--- Records to use Enclosed Below ---

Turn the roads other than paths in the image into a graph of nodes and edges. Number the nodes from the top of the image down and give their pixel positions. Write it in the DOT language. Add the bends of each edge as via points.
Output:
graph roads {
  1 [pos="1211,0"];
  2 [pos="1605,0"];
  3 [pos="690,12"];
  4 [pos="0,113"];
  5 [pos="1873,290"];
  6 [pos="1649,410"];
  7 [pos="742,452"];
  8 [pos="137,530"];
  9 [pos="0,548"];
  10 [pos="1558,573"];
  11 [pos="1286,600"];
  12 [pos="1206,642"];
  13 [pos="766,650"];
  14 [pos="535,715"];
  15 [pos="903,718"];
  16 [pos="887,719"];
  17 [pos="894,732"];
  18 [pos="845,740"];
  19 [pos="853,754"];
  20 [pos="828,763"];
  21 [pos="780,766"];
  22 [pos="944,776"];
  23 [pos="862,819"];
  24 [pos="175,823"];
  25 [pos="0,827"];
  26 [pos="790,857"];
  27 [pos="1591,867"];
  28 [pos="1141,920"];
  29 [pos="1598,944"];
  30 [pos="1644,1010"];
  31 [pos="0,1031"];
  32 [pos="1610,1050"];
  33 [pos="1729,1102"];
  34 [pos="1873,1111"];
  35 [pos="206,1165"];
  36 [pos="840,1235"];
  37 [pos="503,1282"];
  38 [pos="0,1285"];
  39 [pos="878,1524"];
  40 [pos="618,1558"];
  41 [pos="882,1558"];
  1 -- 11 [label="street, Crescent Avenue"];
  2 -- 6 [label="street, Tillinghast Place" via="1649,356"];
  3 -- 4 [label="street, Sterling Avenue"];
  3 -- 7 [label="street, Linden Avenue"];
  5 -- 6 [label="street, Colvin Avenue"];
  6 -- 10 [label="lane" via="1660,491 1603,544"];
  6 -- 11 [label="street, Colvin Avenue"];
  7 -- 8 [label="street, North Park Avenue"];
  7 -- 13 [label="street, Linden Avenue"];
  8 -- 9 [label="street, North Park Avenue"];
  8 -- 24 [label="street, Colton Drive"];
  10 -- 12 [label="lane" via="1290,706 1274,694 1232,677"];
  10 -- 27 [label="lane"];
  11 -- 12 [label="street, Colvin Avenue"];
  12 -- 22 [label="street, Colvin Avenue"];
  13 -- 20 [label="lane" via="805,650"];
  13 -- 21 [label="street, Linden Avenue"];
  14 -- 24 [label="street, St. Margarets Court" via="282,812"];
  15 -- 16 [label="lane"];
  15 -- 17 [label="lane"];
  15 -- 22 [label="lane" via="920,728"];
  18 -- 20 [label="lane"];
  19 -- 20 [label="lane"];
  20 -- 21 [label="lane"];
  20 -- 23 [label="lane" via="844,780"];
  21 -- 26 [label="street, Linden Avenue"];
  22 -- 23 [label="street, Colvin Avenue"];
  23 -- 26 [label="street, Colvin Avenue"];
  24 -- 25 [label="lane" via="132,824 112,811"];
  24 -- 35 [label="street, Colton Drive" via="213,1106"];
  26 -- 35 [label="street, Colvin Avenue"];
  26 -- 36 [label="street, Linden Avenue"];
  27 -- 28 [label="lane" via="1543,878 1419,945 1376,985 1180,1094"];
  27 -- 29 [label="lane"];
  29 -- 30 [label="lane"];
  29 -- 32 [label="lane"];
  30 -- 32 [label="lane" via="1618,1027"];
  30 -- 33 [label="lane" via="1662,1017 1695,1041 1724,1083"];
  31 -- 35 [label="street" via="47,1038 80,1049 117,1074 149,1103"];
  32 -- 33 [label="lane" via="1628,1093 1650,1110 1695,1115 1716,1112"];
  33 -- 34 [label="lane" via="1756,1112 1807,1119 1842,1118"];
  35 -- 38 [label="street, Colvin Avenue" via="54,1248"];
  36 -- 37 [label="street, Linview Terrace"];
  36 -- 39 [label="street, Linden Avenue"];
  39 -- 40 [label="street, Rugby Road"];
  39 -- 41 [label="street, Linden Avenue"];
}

--- End of Enclosed Records to use ---

## Exercise goal:
All of the data above is to be given again, word for word.

## Output:
Turn the roads other than paths in the image into a graph of nodes and edges. Number the nodes from the top of the image down and give their pixel positions. Write it in the DOT language. Add the bends of each edge as via points.
Output:
graph roads {
  1 [pos="1211,0"];
  2 [pos="1605,0"];
  3 [pos="690,12"];
  4 [pos="0,113"];
  5 [pos="1873,290"];
  6 [pos="1649,410"];
  7 [pos="742,452"];
  8 [pos="137,530"];
  9 [pos="0,548"];
  10 [pos="1558,573"];
  11 [pos="1286,600"];
  12 [pos="1206,642"];
  13 [pos="766,650"];
  14 [pos="535,715"];
  15 [pos="903,718"];
  16 [pos="887,719"];
  17 [pos="894,732"];
  18 [pos="845,740"];
  19 [pos="853,754"];
  20 [pos="828,763"];
  21 [pos="780,766"];
  22 [pos="944,776"];
  23 [pos="862,819"];
  24 [pos="175,823"];
  25 [pos="0,827"];
  26 [pos="790,857"];
  27 [pos="1591,867"];
  28 [pos="1141,920"];
  29 [pos="1598,944"];
  30 [pos="1644,1010"];
  31 [pos="0,1031"];
  32 [pos="1610,1050"];
  33 [pos="1729,1102"];
  34 [pos="1873,1111"];
  35 [pos="206,1165"];
  36 [pos="840,1235"];
  37 [pos="503,1282"];
  38 [pos="0,1285"];
  39 [pos="878,1524"];
  40 [pos="618,1558"];
  41 [pos="882,1558"];
  1 -- 11 [label="street, Crescent Avenue"];
  2 -- 6 [label="street, Tillinghast Place" via="1649,356"];
  3 -- 4 [label="street, Sterling Avenue"];
  3 -- 7 [label="street, Linden Avenue"];
  5 -- 6 [label="street, Colvin Avenue"];
  6 -- 10 [label="lane" via="1660,491 1603,544"];
  6 -- 11 [label="street, Colvin Avenue"];
  7 -- 8 [label="street, North Park Avenue"];
  7 -- 13 [label="street, Linden Avenue"];
  8 -- 9 [label="street, North Park Avenue"];
  8 -- 24 [label="street, Colton Drive"];
  10 -- 12 [label="lane" via="1290,706 1274,694 1232,677"];
  10 -- 27 [label="lane"];
  11 -- 12 [label="street, Colvin Avenue"];
  12 -- 22 [label="street, Colvin Avenue"];
  13 -- 20 [label="lane" via="805,650"];
  13 -- 21 [label="street, Linden Avenue"];
  14 -- 24 [label="street, St. Margarets Court" via="282,812"];
  15 -- 16 [label="lane"];
  15 -- 17 [label="lane"];
  15 -- 22 [label="lane" via="920,728"];
  18 -- 20 [label="lane"];
  19 -- 20 [label="lane"];
  20 -- 21 [label="lane"];
  20 -- 23 [label="lane" via="844,780"];
  21 -- 26 [label="street, Linden Avenue"];
  22 -- 23 [label="street, Colvin Avenue"];
  23 -- 26 [label="street, Colvin Avenue"];
  24 -- 25 [label="lane" via="132,824 112,811"];
  24 -- 35 [label="street, Colton Drive" via="213,1106"];
  26 -- 35 [label="street, Colvin Avenue"];
  26 -- 36 [label="street, Linden Avenue"];
  27 -- 28 [label="lane" via="1543,878 1419,945 1376,985 1180,1094"];
  27 -- 29 [label="lane"];
  29 -- 30 [label="lane"];
  29 -- 32 [label="lane"];
  30 -- 32 [label="lane" via="1618,1027"];
  30 -- 33 [label="lane" via="1662,1017 1695,1041 1724,1083"];
  31 -- 35 [label="street" via="47,1038 80,1049 117,1074 149,1103"];
  32 -- 33 [label="lane" via="1628,1093 1650,1110 1695,1115 1716,1112"];
  33 -- 34 [label="lane" via="1756,1112 1807,1119 1842,1118"];
  35 -- 38 [label="street, Colvin Avenue" via="54,1248"];
  36 -- 37 [label="street, Linview Terrace"];
  36 -- 39 [label="street, Linden Avenue"];
  39 -- 40 [label="street, Rugby Road"];
  39 -- 41 [label="street, Linden Avenue"];
}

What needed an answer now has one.